Wie transparent ist der Jahresabschluss von MG Technologies ?

Großaktionär Otto Happel und das Unternehmen haben Gutachten renommierter Bilanzierungsexperten eingeholt. Für MG agiert Karlheinz Küting, Happel erhält Schützenhilfe von Bernhard Pellens. Ein zentraler Vorwurf Happels: Die MG-Ergebnisrechnung sei intransparent und durch Firmenverkäufe sowie die Umstellung auf US-Bilanzvorschriften aufpoliert worden. Dies betreffe insbesondere die im Berichtsjahr 1999/2000 erzielten Sondererträge von 294 Mill. Euro aus Beteiligungsverkäufen, die nicht separat in der Gewinn- und Verlustrechnung, sondern im Anhang unter "sonstige Erträge" ausgewiesen seien.

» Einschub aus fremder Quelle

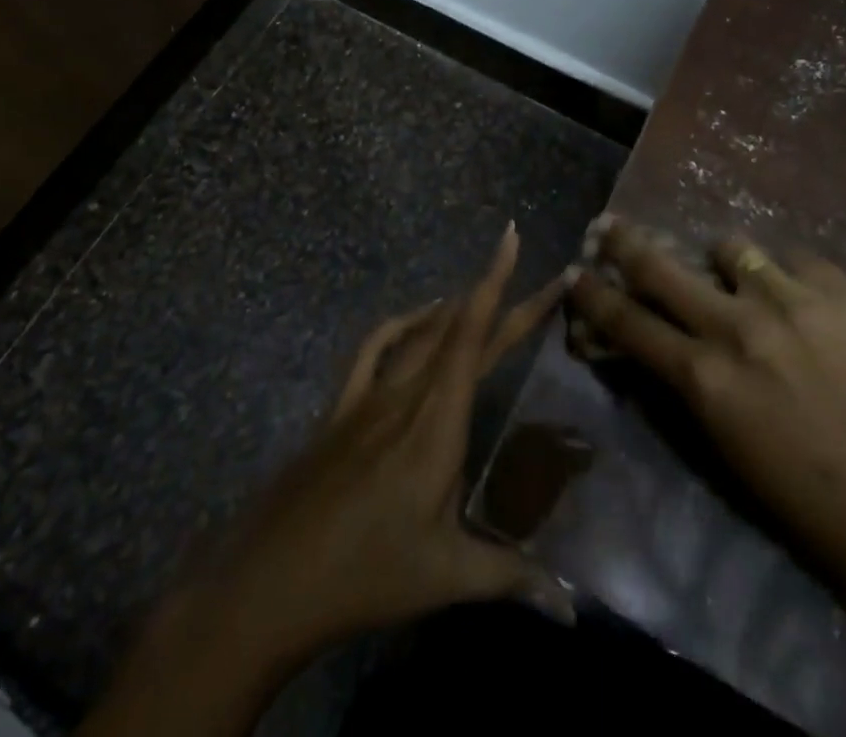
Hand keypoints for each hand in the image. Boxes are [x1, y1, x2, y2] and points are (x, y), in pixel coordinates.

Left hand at [213, 222, 573, 658]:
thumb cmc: (366, 574)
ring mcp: (370, 396)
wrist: (271, 579)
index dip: (499, 285)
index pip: (475, 337)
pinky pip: (375, 348)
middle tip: (540, 279)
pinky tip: (418, 321)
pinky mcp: (342, 407)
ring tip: (485, 295)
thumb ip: (513, 578)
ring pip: (421, 333)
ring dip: (456, 309)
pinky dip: (402, 325)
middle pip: (460, 329)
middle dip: (501, 296)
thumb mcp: (446, 577)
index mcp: (438, 423)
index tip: (511, 237)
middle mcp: (408, 394)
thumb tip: (574, 607)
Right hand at [566, 217, 845, 590]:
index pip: (628, 323)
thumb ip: (690, 382)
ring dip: (722, 262)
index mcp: (706, 378)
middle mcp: (738, 327)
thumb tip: (664, 339)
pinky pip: (793, 259)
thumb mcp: (727, 446)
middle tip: (610, 227)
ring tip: (739, 278)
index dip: (594, 296)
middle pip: (660, 267)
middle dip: (625, 243)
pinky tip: (803, 301)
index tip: (576, 273)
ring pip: (729, 247)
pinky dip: (787, 276)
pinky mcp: (841, 290)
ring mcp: (791, 301)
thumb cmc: (810, 500)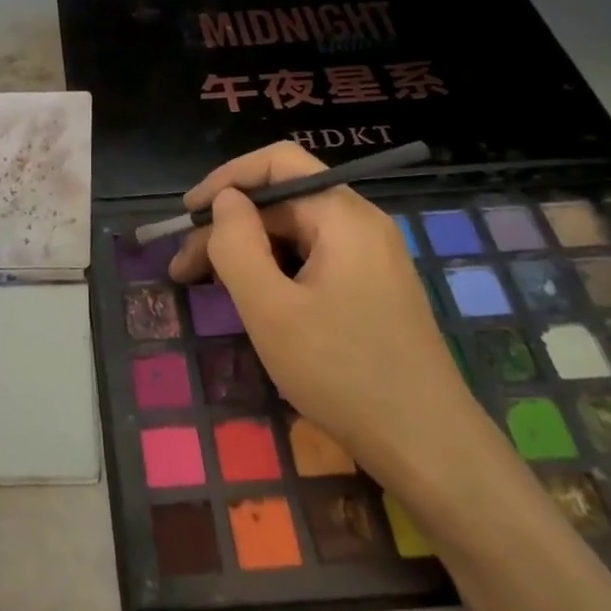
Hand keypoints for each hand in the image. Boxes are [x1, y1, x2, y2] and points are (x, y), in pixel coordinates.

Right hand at [170, 142, 497, 495]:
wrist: (428, 446)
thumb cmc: (342, 372)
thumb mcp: (270, 308)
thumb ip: (236, 244)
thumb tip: (225, 201)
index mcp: (343, 216)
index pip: (278, 163)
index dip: (226, 179)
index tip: (187, 215)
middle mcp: (360, 225)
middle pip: (282, 202)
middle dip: (228, 228)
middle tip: (182, 270)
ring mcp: (370, 259)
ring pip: (294, 235)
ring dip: (247, 253)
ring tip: (207, 288)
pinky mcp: (371, 290)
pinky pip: (312, 262)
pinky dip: (274, 273)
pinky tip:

lü DÜSSELDORF. Auch Gutachter Pellens kommt zu dem Ergebnis, der MG-Abschluss sei zu wenig differenziert. So weise die Konzernrechnung trotz der tiefgreifenden Umstrukturierungen der MG und den damit einhergehenden Einzelmaßnahmen nur die Position "Jahresüberschuss" und keine weiteren Differenzierungen aus. Fehlen würden insbesondere der Ausweis des Ergebnis der eingestellten Geschäftstätigkeiten (discontinued operations) sowie außerordentliche Vorkommnisse (extraordinary items).

Der für MG Technologies agierende Gutachter Karlheinz Küting sieht dies anders und weist insbesondere den Vorwurf der Intransparenz zurück. Die aus dem Beteiligungsverkauf generierten Erträge seien als Teil des Ergebnisses der gewöhnlichen Geschäftstätigkeit erfasst und auf Grund ihrer Höhe im Anhang gesondert angegeben. Diese Praxis, so Küting, stehe in Einklang mit den gängigen Vorschriften der amerikanischen Rechnungslegung.

Pellens attestiert dem MG-Jahresabschluss nicht nur mangelnden Informationsgehalt. Er weist auch darauf hin, das dessen bilanzpolitische Gestaltung es dem MG-Vorstand ermögliche, die Höhe seiner Bezüge zu steuern, da die Vergütung des Managements nicht primär von der Aktienkursentwicklung, sondern von der Entwicklung des EPS (Earnings per Share, "Gewinn pro Aktie") abhänge. Die Aktionäre hingegen profitierten von dieser Regelung kaum, denn trotz EPS-Steigerung sei der Aktienkurs erheblich gefallen.

Küting greift in den veröffentlichten Teilen des Gutachtens diesen Punkt nicht auf, nimmt aber zu weiteren Vorwürfen Happels Stellung. So hätte MG durch den stichtagsnahen Verkauf von Forderungen und die Verwendung der Mittel zur vorübergehenden Rückführung von Krediten die wahre Situation des Konzerns verschleiert. Dies, so Küting, sei zurückzuweisen. Die "offene Berichterstattung" lasse diese Geschäfte sichtbar werden. Pellens sagt dagegen: "Der Konzernabschluss der MG entspricht nicht dem US-amerikanischen Rechnungslegungsgrundsatz der ,fair presentation ."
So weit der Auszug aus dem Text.